This is for you Lovepoisoned :)  please read,  IT'S FANTASTIC!!!!!!!!!!!!!





FEELING DISTANCE


You can feel them pulling away. You can see it. They may have even said it straight out, "I'm leaving you." Often this sets off a number of emotional alarm clocks at their highest volume and intensity. Few times in life is it easier to panic. Few times in life is it more important you don't.



It feels like a disaster doesn't it? Well you've watched disaster movies. You know how it goes. The ones who panic die off early in the movie. They are small part actors and you never remember their names. The one's who keep their heads in the crisis tend to walk out of the flaming building with the other most attractive character on their arm. If you want to win them back you must make a decision now to either panic and most likely lose your goal before you get close to it or to get in your brain, utilize your anxiety, depression, anger, and loneliness. And while you're at it don't forget to utilize rather than suffer all that pain you've been given.

Chances are you're getting a lot of conflicting advice from folks. It all boils down to fish or cut bait. The advice I give to win a love back starts with the same advice as for letting go.

Let go.

Romance, love, sex, it's always a dance. It's all back and forward, back and forward.

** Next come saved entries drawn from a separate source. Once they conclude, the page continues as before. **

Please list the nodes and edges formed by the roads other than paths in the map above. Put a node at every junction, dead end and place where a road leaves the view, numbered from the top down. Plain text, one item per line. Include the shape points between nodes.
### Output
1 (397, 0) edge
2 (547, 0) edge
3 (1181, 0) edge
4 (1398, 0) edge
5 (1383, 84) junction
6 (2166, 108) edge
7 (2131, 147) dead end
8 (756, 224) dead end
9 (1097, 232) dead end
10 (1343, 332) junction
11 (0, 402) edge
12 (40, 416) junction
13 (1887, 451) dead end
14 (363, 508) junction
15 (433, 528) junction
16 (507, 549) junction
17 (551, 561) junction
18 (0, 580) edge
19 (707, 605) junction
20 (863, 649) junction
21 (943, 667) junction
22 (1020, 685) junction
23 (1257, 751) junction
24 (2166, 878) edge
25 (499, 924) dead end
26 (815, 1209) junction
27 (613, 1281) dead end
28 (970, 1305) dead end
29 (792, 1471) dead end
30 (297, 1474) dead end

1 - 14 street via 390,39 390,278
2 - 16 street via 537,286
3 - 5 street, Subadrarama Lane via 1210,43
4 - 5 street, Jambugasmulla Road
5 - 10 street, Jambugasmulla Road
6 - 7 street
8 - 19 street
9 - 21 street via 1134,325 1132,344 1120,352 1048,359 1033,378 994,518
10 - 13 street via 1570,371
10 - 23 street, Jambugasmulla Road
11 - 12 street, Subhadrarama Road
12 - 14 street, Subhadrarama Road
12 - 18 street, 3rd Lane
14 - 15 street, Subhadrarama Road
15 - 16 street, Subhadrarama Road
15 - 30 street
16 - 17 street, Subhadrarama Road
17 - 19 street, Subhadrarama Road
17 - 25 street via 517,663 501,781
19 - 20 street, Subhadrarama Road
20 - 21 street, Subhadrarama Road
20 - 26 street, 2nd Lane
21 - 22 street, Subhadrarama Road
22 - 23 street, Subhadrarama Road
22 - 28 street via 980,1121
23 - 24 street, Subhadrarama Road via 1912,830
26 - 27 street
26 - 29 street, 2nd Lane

When your love pulls back, then back again and you are still moving forward, it's no longer a dance, it's a chase. And what do people do when we chase after their affection? They run.

I imagine your love is prepared for the chase to continue, and if I'm right it makes them feel guilty. How often does guilt buy love and attraction? Not often. I've never seen it. Have you?

If anything will work at all it is to let go. Not let go and sit home and suffer, but let go and go have a blast every day. This may sound impossible. But if your love is strong enough, if your goal of winning them back is compelling enough; you can do anything you have to do. Letting go and having a blast strengthens your position several ways.

It surprises them. They have taken your suffering for granted. They assume it. That's the person they're dumping. Who the hell is this person having so much fun? Curiosity is compelling. You get happy and relaxed with this and it hits them like a bucket of cold water that they don't know you quite as well as they thought they did.
We're all sexier and more attractive when we're having a blast than when we're depressed. It's far more compelling than making them responsible for our happiness.
When they see beyond a shadow of a doubt you're no longer chasing after their affection they can quit running and make their decision based on what they want instead of the chase they're running from.
We often take each other for granted. Part of the reason you've stopped taking them for granted right now is they've pulled back. The water in the well really is running dry. If your love will come back it will be after "they" realize all that's missing from life without you. They can't know what that is till you've pulled back as well.
Impatience is your enemy. It compells you to take action out of fear and we know that causes more mistakes and bigger mistakes. Generally impatience cannot be just pressed down, it creeps out and peeps out when you least expect it. Impatience is just that little voice inside your head that tells you, you can't be happy until you know your love is glad to be back. There's only one thing that really squashes impatience - making yourself go have so much fun every day that your brain has to go, "well, duuuuh, guess I can be happy right now and continue taking strategic actions towards my goal." A former Boss of mine had a standard rule for submitting loan applications, "Don't hurry up to get a turn down." If it's important, you must focus more on getting it right than doing it in a hurry.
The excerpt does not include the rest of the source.